S3 Suspension and Set-up Guide
After spending an horrendous amount of money and time on my S3, I thought I'd best share what I found out before I forget it all. Personal opinions and a little experience. There's an emerging trend for cars with more show than go, if that's your thing so be it. However, if you're into big wheels and slammed suspension, then this thread isn't for you. Go wind down your tinted windows, turn up the bass, and cruise on by.
Ess_Three's testing threads and advice have been the basis for the way I set my car up (as it should for most of you). However, they are good for his style of driving, not ideal for mine. I'll also try and cover a few things his testing threads haven't.
As the cost of an S3 has lowered significantly over the last couple of years they have become more available to a wider market, and as such there's been an increase in the available tuning accessories, fashions, and styles. Whatever the latest product, the basics remain the same if you want an S3 to go round corners quickly, safely, and with predictable handling characteristics.
So, where to begin....
Shocks and Springs
This comes up on the forum quite a lot. Do I go for shocks and springs, coilovers, lowering springs on there own, etc. Most people have there own opinions and recommend what they know. Afterall, its not easy or cheap to have experience of different set-ups on the same car.
Shock absorber comression and rebound is always going to be compromised/designed to the surface your driving on. Stiffer shocks work well on nice smooth tarmac, whereas softer ones can work much better over bumps and uneven surfaces. This means you should consider the roads you drive on most when choosing your set-up. As the S3 is in its element on British backroads, something between the two extremes is needed.
Coilovers, in general, are track orientated and have firm rebound rates. Great on smooth tracks, but they let the tyres skip over bumps leading to less grip and more understeer. The 'bells and whistles' fully adjustable ones still give a tooth rattling ride, and once they're adjusted and on the car will you really be changing them again??? I can't think of anyone that does for road use. Its an expensive way of getting a car that won't handle as well as a standard suspension kit under everyday conditions. However, if you intend on doing a lot of track days, they're brilliant.
Can't afford a suspension kit and just want lowering springs? Don't! Chances are that your old suspension is knackered and not up to much. The shocks will be operating half compressed and outwith their normal tollerences. You'll end up with an ill-handling bouncey beast.
The best option then, is the shocks and springs kits. And the best of those seems to be the billy and H&R combo. The Koni FSDs are also very good once you're used to them.

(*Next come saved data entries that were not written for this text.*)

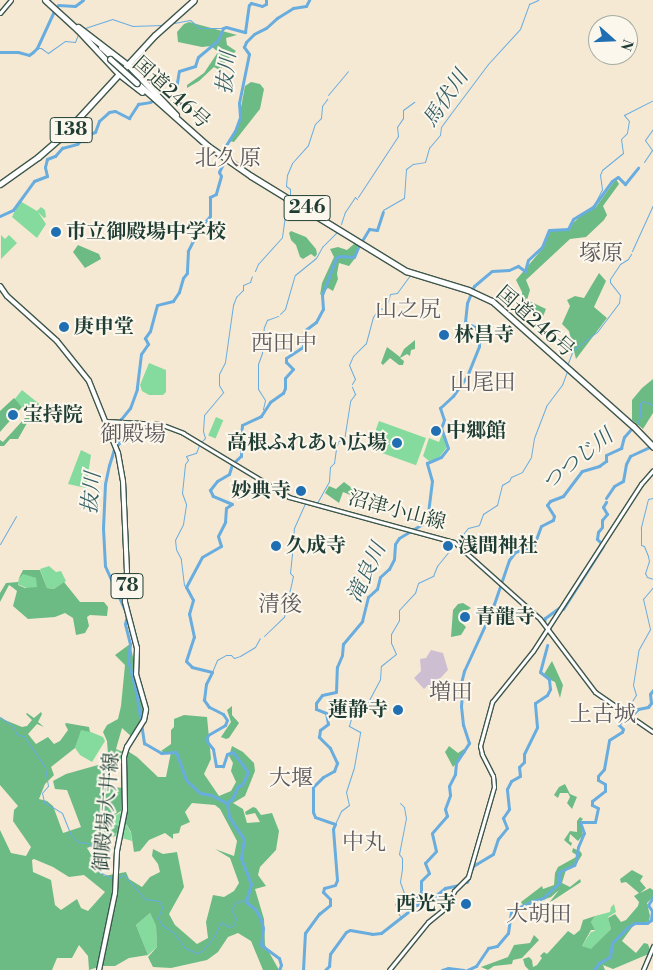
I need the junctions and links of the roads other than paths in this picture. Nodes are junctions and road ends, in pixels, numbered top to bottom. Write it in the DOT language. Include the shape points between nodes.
graph roads {
  1 [pos="11,0"];
  2 [pos="44,0"];
  3 [pos="49,0"];
  4 [pos="194,0"];
  5 [pos="0,13"];
  6 [pos="78,28"];
  7 [pos="111,56"];
  8 [pos="124,70"];
  9 [pos="138,84"];
  10 [pos="157,100"];
  11 [pos="0,185"];
  12 [pos="0,286"];
  13 [pos="106,421"];
  14 [pos="652,445"];
  15 [pos="653,470"];
  16 [pos="548,628"];
  17 [pos="653,732"];
  18 [pos="653,946"];
  19 [pos="652,953"];
  20 [pos="99,970"];
  21 [pos="388,970"];
  22 [pos="643,970"];
  1 -- 5 [label="main road"];
  2 -- 6 [label="highway, 国道246号 / 246"];
  3 -- 6 [label="highway, 国道246号 / 246"];
  4 -- 8 [label="highway, 138"];
  6 -- 7 [label="highway, 国道246号 / 246"];
  6 -- 8 [label="highway, 246" via="113,67"];
  7 -- 8 [label="highway, 246"];
  7 -- 9 [label="highway, 国道246号 / 246, bridge"];
  8 -- 9 [label="highway, 246"];
  8 -- 10 [label="highway, 246" via="136,73"];
  8 -- 11 [label="highway, 138" via="51,149"];
  9 -- 10 [label="highway, 国道246号 / 246"];
  10 -- 14 [label="highway, 国道246号 / 246" via="225,157 407,269 476,291 504,312"];
  12 -- 13 [label="main road, 御殿場大井線 / 78" via="76,363 95,392"];
  13 -- 16 [label="main road, 沼津小山線" via="154,422 179,431 283,494 456,543"];
  13 -- 20 [label="main road, 御殿場大井線 / 78" via="124,496 128,571 125,602 137,648 136,669 146,707 144,720 124,757 125,810"];
  15 -- 16 [label="main road"];
  16 -- 17 [label="main road, 沼津小山線" via="595,692"];
  16 -- 21 [label="main road" via="495,697 488,711 480,746 493,776 494,787 467,880 454,891 448,906 428,922"];
  18 -- 19 [label="main road"];
  19 -- 22 [label="main road"];
}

Another question I see on here quite a lot is how low to drop it. Personally I'd say there isn't really a right answer but 25-35mm is the acceptable norm. Going any lower will limit the range of travel in your shocks, and even if they're designed to go lower, the ride won't be good. And you're more likely to have tyre rubbing problems.
Anti-Roll Bars (ARBs)
If you don't know what they are, I'll quote Ess_Three
"Now anyone who knows how ARBs affect a cars set up will confirm that normally, the larger the front bar, the more the understeer. And, the smaller the rear bar, the more the understeer."
So to remove cornering roll from the car without unduly affecting under/oversteer, you need a proportion increase in ARB size. Again, as we drive on UK roads, a little compliance is still needed. Putting the biggest bars you can find on there can reduce your grip levels.
Of the options I know of, Eibach have a 21mm front ARB, Neuspeed's is 22mm, and the R32 OEM ARB is 23mm. Neuspeed also have a 25mm ARB if you like hedgerows and fields. Similarly, there's options for the back aswell. Personally I'd recommend 21mm front and 19mm rear.
Uprated ARBs and standard shocks? Again, bad idea. The cornering forces build up in the bar and distribute it across both shocks. A sudden loading or unloading on an old shock is not a good thing.
There's always some sort of debate over wheel size onthis forum, and there's always going to be someone that thinks biggest is best. What you actually need out of a wheel is a combination of low weight, minimal gyroscopic effect, and spoke rigidity (you don't want the wheel to flex).
Whatever wheel size you want, you should be trying to maintain the same rolling radius - i.e. the sidewall is reduced to maintain the same overall circumference when the tyre is on.
A 17" wheel has too much tyre sidewall for a good crisp turn-in and its more likely to roll under in a high speed corner, although the small wheel diameter reduces the gyroscopic effect. The problem here is more to do with the tyre size. If the S3 wore 205/40/17s it'd be perfect.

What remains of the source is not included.